Film Review: ‘Censored Voices’

★★★☆☆

1967’s Six-Day War provides the setting for Censored Voices (2015), an arresting oral account of the conflict from the mouths of soldiers fresh from the battlefield; though one that never pushes its subject as far as it might. In a similar vein to recent docs like Liz Garbus’ Love, Marilyn (2012) and Vanessa Lupa’s The Decent One, Mor Loushy’s film hinges on the unearthing of previously undiscovered personal ruminations. Until now, much of the audio remained under the lock and key of the Israeli army.

Rather than Marilyn’s diaries or Himmler’s correspondence, these are tape recordings from the weeks following the war in which Israeli soldiers opine, often eloquently, on their experiences. As these cassettes relay their crackling dialogue, reaching forward through almost fifty years, Loushy sets them to a breadth of archival footage from the period, as well as inserts from the present day, mostly of the men sat, inscrutably listening to their younger selves.

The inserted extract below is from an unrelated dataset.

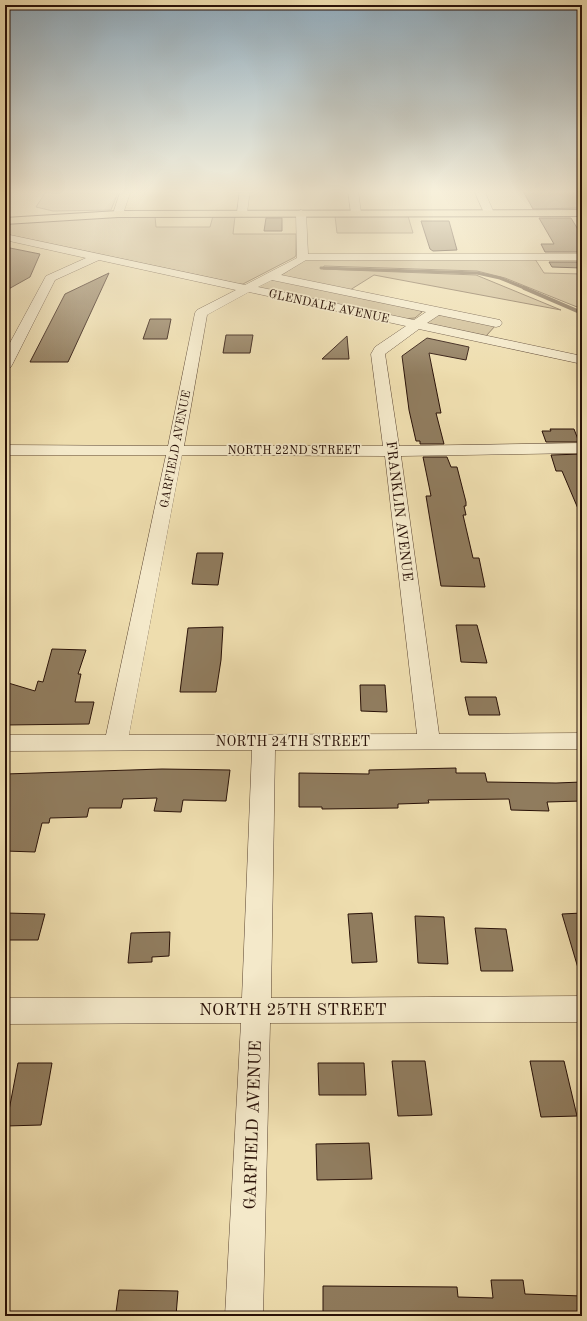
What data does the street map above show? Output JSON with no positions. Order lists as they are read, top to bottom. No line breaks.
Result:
{"streets":{"street":["GLENDALE AVENUE","GARFIELD AVENUE","NORTH 22ND STREET","FRANKLIN AVENUE","NORTH 24TH STREET","NORTH 25TH STREET"]},"crossings":[["GLENDALE AVENUE","GARFIELD AVENUE"],["GLENDALE AVENUE","FRANKLIN AVENUE"],["GARFIELD AVENUE","NORTH 22ND STREET"],["GARFIELD AVENUE","NORTH 24TH STREET"],["GARFIELD AVENUE","NORTH 25TH STREET"],["NORTH 22ND STREET","FRANKLIN AVENUE"],["FRANKLIN AVENUE","NORTH 24TH STREET"]]}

Writer Amos Oz, whose childhood memoirs have recently been filmed as Natalie Portman’s A Tale of Love and Darkness, was involved in the recordings and found people’s willingness to open up miraculous: “I didn’t think people would; I didn’t think I would.”

Although he explicitly states that the intention was to capture not what these fighters did but how they felt, it is undeniable that Censored Voices struggles through its opening section to break free of conventional recollection and dry delivery. Some juxtaposition is clear in the euphoric descriptions of the victory and the far less triumphant language used as Oz toured kibbutzes collecting his contemporaries’ testimonies, but the fact that the glossy modern footage does not interrogate whether those sentiments endured limits the scope of the piece to that of a time capsule. Some of the subjects express shame, grief or affirmation through almost imperceptible expressions as they take in their words of years previous, but their hindsight is never truly engaged with. When one soldier near the film’s close questions, “are we doomed to bomb villages every decade for defence purposes?” it is an incredibly prescient and thought-provoking moment.

Regrettably, there is no follow-up to reflect on that forethought. There are times when this is evident without investigation, however, and as Israel beat the odds and extended their borders into Egypt, Syria and Jerusalem the lack of jingoistic nationalism is marked. “Zionism is a tragedy from the start,” says one man, not because of the belief in a Jewish state, but due to the inherent dislocation of other people from their homelands. In the most upsetting sequences, soldiers see similarities between those they have forced from their homes to the Jews shuffling like sheep into concentration camps. In some instances this link is made by people who are old enough to recall both. It’s in these kinds of moments that Loushy’s film truly excels, but too often Censored Voices suffers from its subjects modern day silence, regardless of the reasons behind it.